YOUR TASK: Retype the records below word for word and omit any image.

(Data records)
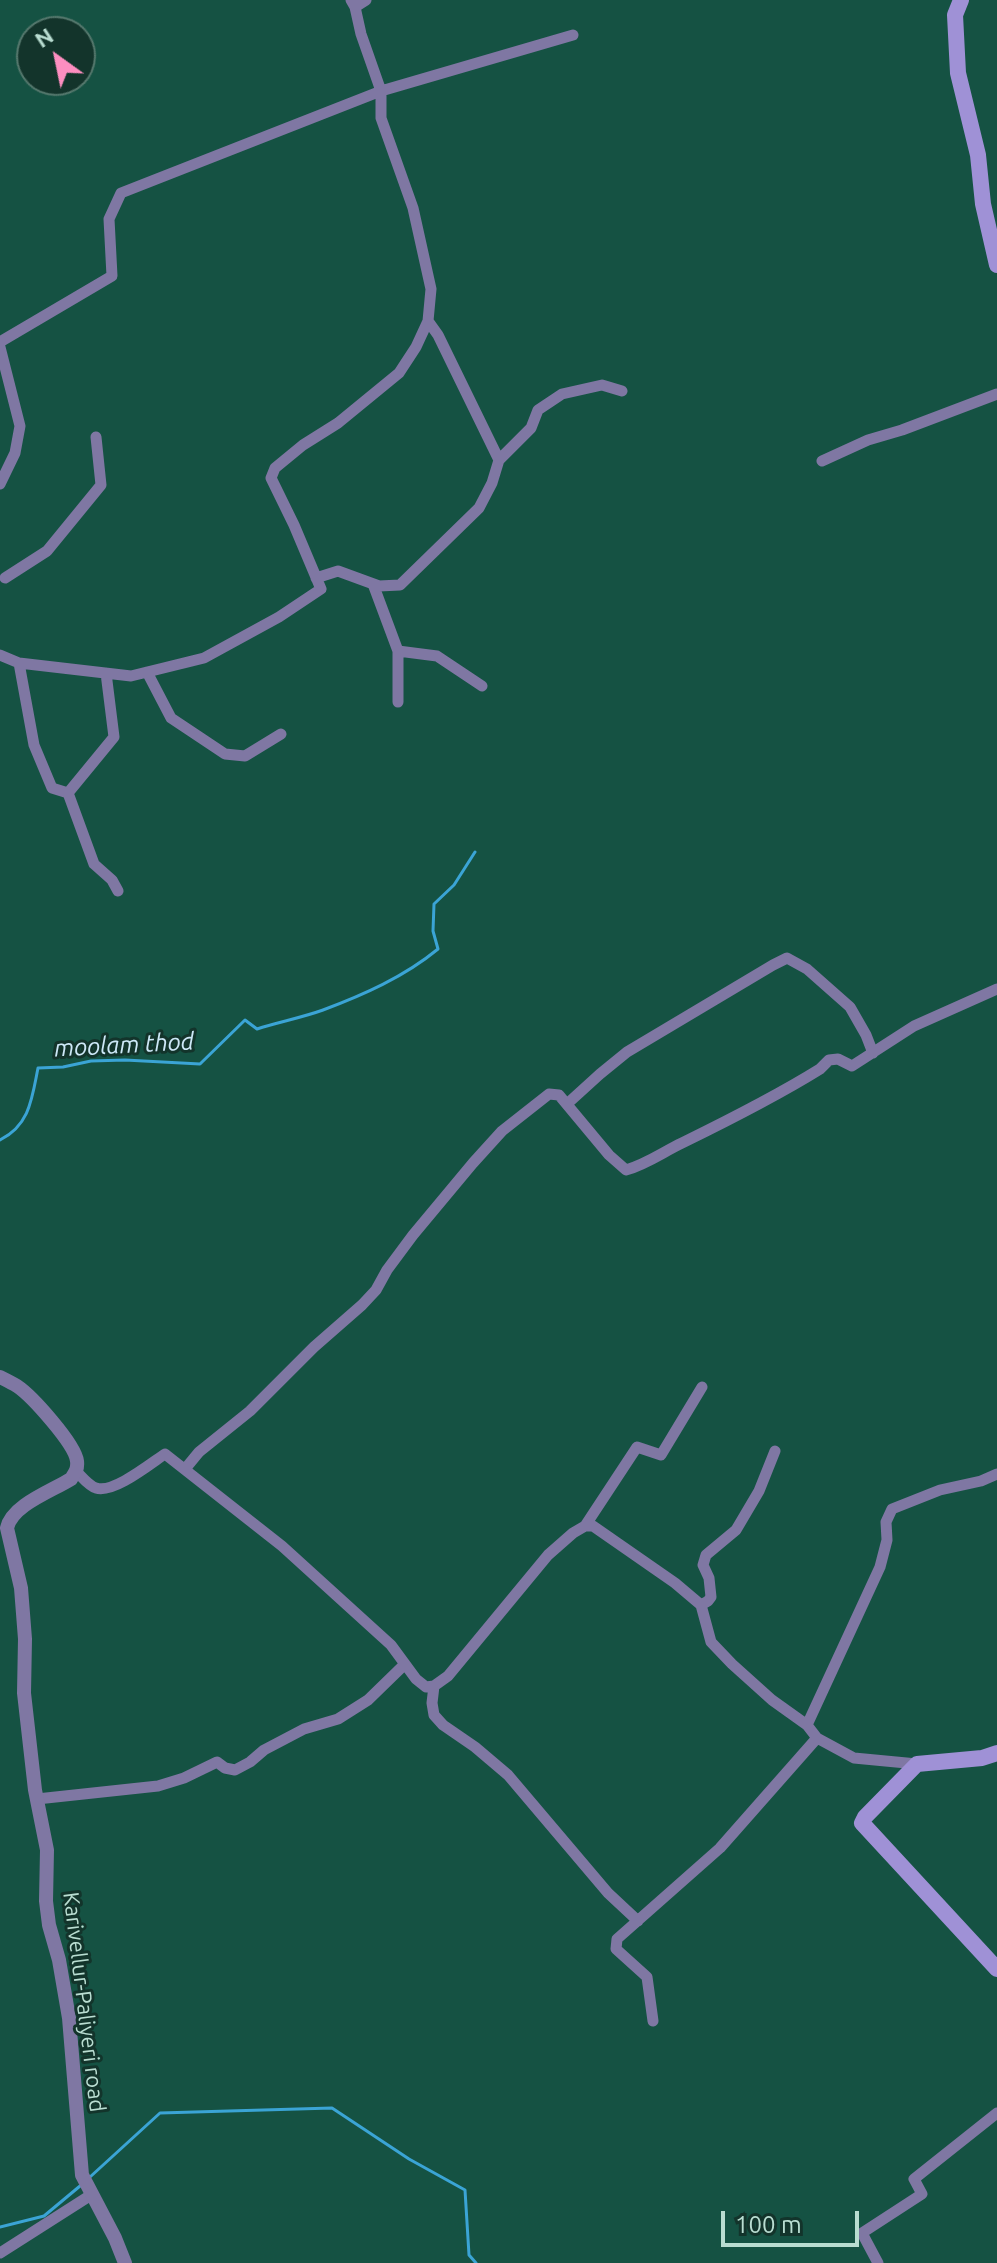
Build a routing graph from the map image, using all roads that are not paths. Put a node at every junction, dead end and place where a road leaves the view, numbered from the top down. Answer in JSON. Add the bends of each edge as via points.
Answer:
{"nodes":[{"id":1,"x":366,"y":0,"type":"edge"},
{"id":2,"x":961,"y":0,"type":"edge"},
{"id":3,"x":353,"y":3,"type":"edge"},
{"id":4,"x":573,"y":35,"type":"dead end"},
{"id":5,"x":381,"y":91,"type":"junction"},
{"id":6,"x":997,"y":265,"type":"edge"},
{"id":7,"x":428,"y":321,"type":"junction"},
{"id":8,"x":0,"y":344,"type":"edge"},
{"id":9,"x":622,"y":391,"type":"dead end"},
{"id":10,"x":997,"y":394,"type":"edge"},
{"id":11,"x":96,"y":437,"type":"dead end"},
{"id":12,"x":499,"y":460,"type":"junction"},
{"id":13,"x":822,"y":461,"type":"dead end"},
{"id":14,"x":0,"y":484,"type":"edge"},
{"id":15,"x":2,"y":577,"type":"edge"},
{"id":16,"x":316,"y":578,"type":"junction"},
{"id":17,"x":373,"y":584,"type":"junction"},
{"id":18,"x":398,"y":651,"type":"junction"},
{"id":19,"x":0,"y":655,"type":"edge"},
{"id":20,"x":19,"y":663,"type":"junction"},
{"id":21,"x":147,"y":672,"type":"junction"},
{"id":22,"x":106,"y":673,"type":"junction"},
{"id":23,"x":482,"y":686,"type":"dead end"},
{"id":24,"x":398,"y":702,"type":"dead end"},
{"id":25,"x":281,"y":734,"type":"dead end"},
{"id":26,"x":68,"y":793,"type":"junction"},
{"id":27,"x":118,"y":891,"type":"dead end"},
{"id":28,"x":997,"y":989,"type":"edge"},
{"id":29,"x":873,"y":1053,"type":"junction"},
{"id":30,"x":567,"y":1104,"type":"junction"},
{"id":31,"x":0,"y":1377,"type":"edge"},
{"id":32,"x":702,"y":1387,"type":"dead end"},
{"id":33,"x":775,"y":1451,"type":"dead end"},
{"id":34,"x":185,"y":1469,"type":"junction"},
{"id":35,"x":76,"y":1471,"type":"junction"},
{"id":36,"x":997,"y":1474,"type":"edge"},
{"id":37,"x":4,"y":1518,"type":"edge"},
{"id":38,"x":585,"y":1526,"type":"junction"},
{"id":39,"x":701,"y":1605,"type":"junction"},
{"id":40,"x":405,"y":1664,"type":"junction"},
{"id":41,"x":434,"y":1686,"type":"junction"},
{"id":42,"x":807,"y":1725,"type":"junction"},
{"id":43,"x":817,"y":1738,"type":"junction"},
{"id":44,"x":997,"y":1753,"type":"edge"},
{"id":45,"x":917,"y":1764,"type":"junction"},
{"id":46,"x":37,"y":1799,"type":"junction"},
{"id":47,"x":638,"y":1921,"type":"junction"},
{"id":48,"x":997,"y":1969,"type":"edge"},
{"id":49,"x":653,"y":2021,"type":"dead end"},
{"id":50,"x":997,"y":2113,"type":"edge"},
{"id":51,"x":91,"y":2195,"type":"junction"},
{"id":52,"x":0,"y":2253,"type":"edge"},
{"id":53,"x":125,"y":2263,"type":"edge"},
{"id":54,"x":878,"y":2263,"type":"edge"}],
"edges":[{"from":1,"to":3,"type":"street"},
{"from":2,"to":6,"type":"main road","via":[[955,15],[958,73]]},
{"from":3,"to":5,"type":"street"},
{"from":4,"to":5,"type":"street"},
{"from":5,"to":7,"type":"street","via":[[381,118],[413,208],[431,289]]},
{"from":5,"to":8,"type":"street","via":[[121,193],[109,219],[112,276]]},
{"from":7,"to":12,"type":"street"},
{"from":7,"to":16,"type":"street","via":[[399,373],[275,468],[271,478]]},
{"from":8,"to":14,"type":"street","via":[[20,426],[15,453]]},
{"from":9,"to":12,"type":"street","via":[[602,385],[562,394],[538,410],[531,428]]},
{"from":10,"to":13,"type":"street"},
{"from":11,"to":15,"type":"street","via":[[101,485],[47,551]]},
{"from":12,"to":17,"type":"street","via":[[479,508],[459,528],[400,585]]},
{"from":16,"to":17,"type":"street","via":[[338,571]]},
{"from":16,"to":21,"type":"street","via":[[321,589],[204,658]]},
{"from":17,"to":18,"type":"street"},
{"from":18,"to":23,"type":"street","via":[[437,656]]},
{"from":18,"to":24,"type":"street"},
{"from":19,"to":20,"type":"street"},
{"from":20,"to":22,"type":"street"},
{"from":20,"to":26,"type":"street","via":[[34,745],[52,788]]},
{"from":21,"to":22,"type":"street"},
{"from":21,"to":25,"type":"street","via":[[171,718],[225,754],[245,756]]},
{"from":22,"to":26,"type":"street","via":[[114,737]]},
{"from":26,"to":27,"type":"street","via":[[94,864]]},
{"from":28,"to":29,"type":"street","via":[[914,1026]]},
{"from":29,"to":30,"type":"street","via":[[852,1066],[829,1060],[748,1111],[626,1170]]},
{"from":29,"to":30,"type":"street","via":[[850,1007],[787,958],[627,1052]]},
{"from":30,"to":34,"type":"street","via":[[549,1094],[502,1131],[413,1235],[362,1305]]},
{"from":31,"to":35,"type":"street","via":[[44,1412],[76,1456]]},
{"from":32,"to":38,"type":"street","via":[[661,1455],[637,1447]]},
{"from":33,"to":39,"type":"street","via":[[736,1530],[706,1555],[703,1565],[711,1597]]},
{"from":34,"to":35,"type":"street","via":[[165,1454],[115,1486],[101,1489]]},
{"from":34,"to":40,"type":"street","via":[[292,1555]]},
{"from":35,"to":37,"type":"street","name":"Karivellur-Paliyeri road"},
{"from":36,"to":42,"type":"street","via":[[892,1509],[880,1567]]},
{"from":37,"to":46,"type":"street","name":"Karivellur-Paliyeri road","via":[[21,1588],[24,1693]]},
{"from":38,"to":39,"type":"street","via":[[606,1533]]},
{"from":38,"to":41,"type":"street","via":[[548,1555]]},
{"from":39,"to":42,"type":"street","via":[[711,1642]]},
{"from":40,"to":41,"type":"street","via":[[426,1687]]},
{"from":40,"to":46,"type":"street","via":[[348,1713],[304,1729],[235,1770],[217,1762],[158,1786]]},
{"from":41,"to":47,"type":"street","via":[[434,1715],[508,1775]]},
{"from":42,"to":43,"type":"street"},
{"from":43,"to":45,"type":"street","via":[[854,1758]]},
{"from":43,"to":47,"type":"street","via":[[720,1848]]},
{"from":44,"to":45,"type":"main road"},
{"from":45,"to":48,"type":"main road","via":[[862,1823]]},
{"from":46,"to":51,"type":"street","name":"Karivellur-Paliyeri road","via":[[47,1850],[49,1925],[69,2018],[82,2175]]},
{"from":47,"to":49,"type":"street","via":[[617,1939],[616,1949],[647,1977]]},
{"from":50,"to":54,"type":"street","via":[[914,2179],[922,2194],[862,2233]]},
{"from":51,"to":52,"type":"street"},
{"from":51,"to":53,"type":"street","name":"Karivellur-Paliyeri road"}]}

SOLUTION TO THIS TASK:
Build a routing graph from the map image, using all roads that are not paths. Put a node at every junction, dead end and place where a road leaves the view, numbered from the top down. Answer in JSON. Add the bends of each edge as via points.
Answer:
{"nodes":[{"id":1,"x":366,"y":0,"type":"edge"},
{"id":2,"x":961,"y":0,"type":"edge"},
{"id":3,"x":353,"y":3,"type":"edge"},
{"id":4,"x":573,"y":35,"type":"dead end"},
{"id":5,"x":381,"y":91,"type":"junction"},
{"id":6,"x":997,"y":265,"type":"edge"},
{"id":7,"x":428,"y":321,"type":"junction"},
{"id":8,"x":0,"y":344,"type":"edge"},
{"id":9,"x":622,"y":391,"type":"dead end"},
{"id":10,"x":997,"y":394,"type":"edge"},
{"id":11,"x":96,"y":437,"type":"dead end"},
{"id":12,"x":499,"y":460,"type":"junction"},
{"id":13,"x":822,"y":461,"type":"dead end"},
{"id":14,"x":0,"y":484,"type":"edge"},
{"id":15,"x":2,"y":577,"type":"edge"},
{"id":16,"x":316,"y":578,"type":"junction"},
{"id":17,"x":373,"y":584,"type":"junction"},
{"id":18,"x":398,"y":651,"type":"junction"},
{"id":19,"x":0,"y":655,"type":"edge"},
{"id":20,"x":19,"y":663,"type":"junction"},
{"id":21,"x":147,"y":672,"type":"junction"},
{"id":22,"x":106,"y":673,"type":"junction"},
{"id":23,"x":482,"y":686,"type":"dead end"},
{"id":24,"x":398,"y":702,"type":"dead end"},
{"id":25,"x":281,"y":734,"type":"dead end"},
{"id":26,"x":68,"y":793,"type":"junction"},
{"id":27,"x":118,"y":891,"type":"dead end"},
{"id":28,"x":997,"y":989,"type":"edge"},
{"id":29,"x":873,"y":1053,"type":"junction"},
{"id":30,"x":567,"y":1104,"type":"junction"},
{"id":31,"x":0,"y":1377,"type":"edge"},
{"id":32,"x":702,"y":1387,"type":"dead end"},
{"id":33,"x":775,"y":1451,"type":"dead end"},
{"id":34,"x":185,"y":1469,"type":"junction"},
{"id":35,"x":76,"y":1471,"type":"junction"},
{"id":36,"x":997,"y":1474,"type":"edge"},
{"id":37,"x":4,"y":1518,"type":"edge"},
{"id":38,"x":585,"y":1526,"type":"junction"},
{"id":39,"x":701,"y":1605,"type":"junction"},
{"id":40,"x":405,"y":1664,"type":"junction"},
{"id":41,"x":434,"y":1686,"type":"junction"},
{"id":42,"x":807,"y":1725,"type":"junction"},
{"id":43,"x":817,"y":1738,"type":"junction"},
{"id":44,"x":997,"y":1753,"type":"edge"},
{"id":45,"x":917,"y":1764,"type":"junction"},
{"id":46,"x":37,"y":1799,"type":"junction"},
{"id":47,"x":638,"y":1921,"type":"junction"},
{"id":48,"x":997,"y":1969,"type":"edge"},
{"id":49,"x":653,"y":2021,"type":"dead end"},
{"id":50,"x":997,"y":2113,"type":"edge"},
{"id":51,"x":91,"y":2195,"type":"junction"},
{"id":52,"x":0,"y":2253,"type":"edge"},
{"id":53,"x":125,"y":2263,"type":"edge"},
{"id":54,"x":878,"y":2263,"type":"edge"}],
"edges":[{"from":1,"to":3,"type":"street"},
{"from":2,"to":6,"type":"main road","via":[[955,15],[958,73]]},
{"from":3,"to":5,"type":"street"},
{"from":4,"to":5,"type":"street"},
{"from":5,"to":7,"type":"street","via":[[381,118],[413,208],[431,289]]},
{"from":5,"to":8,"type":"street","via":[[121,193],[109,219],[112,276]]},
{"from":7,"to":12,"type":"street"},
{"from":7,"to":16,"type":"street","via":[[399,373],[275,468],[271,478]]},
{"from":8,"to":14,"type":"street","via":[[20,426],[15,453]]},
{"from":9,"to":12,"type":"street","via":[[602,385],[562,394],[538,410],[531,428]]},
{"from":10,"to":13,"type":"street"},
{"from":11,"to":15,"type":"street","via":[[101,485],[47,551]]},
{"from":12,"to":17,"type":"street","via":[[479,508],[459,528],[400,585]]},
{"from":16,"to":17,"type":"street","via":[[338,571]]},
{"from":16,"to":21,"type":"street","via":[[321,589],[204,658]]},
{"from":17,"to":18,"type":"street"},
{"from":18,"to":23,"type":"street","via":[[437,656]]},
{"from":18,"to":24,"type":"street"},
{"from":19,"to":20,"type":"street"},
{"from":20,"to":22,"type":"street"},
{"from":20,"to":26,"type":"street","via":[[34,745],[52,788]]},
{"from":21,"to":22,"type":"street"},
{"from":21,"to":25,"type":"street","via":[[171,718],[225,754],[245,756]]},
{"from":22,"to":26,"type":"street","via":[[114,737]]},
{"from":26,"to":27,"type":"street","via":[[94,864]]},
{"from":28,"to":29,"type":"street","via":[[914,1026]]},
{"from":29,"to":30,"type":"street","via":[[852,1066],[829,1060],[748,1111],[626,1170]]},
{"from":29,"to":30,"type":"street","via":[[850,1007],[787,958],[627,1052]]},
{"from":30,"to":34,"type":"street","via":[[549,1094],[502,1131],[413,1235],[362,1305]]},
{"from":31,"to":35,"type":"street","via":[[44,1412],[76,1456]]},
{"from":32,"to":38,"type":"street","via":[[661,1455],[637,1447]]},
{"from":33,"to":39,"type":"street","via":[[736,1530],[706,1555],[703,1565],[711,1597]]},
{"from":34,"to":35,"type":"street","via":[[165,1454],[115,1486],[101,1489]]},
{"from":34,"to":40,"type":"street","via":[[292,1555]]},
{"from":35,"to":37,"type":"street","name":"Karivellur-Paliyeri road"},
{"from":36,"to":42,"type":"street","via":[[892,1509],[880,1567]]},
{"from":37,"to":46,"type":"street","name":"Karivellur-Paliyeri road","via":[[21,1588],[24,1693]]},
{"from":38,"to":39,"type":"street","via":[[606,1533]]},
{"from":38,"to":41,"type":"street","via":[[548,1555]]},
{"from":39,"to":42,"type":"street","via":[[711,1642]]},
{"from":40,"to":41,"type":"street","via":[[426,1687]]},
{"from":40,"to":46,"type":"street","via":[[348,1713],[304,1729],[235,1770],[217,1762],[158,1786]]},
{"from":41,"to":47,"type":"street","via":[[434,1715],[508,1775]]},
{"from":42,"to":43,"type":"street"},
{"from":43,"to":45,"type":"street","via":[[854,1758]]},
{"from":43,"to":47,"type":"street","via":[[720,1848]]},
{"from":44,"to":45,"type":"main road"},
{"from":45,"to":48,"type":"main road","via":[[862,1823]]},
{"from":46,"to":51,"type":"street","name":"Karivellur-Paliyeri road","via":[[47,1850],[49,1925],[69,2018],[82,2175]]},
{"from":47,"to":49,"type":"street","via":[[617,1939],[616,1949],[647,1977]]},
{"from":50,"to":54,"type":"street","via":[[914,2179],[922,2194],[862,2233]]},
{"from":51,"to":52,"type":"street"},
{"from":51,"to":53,"type":"street","name":"Karivellur-Paliyeri road"}]}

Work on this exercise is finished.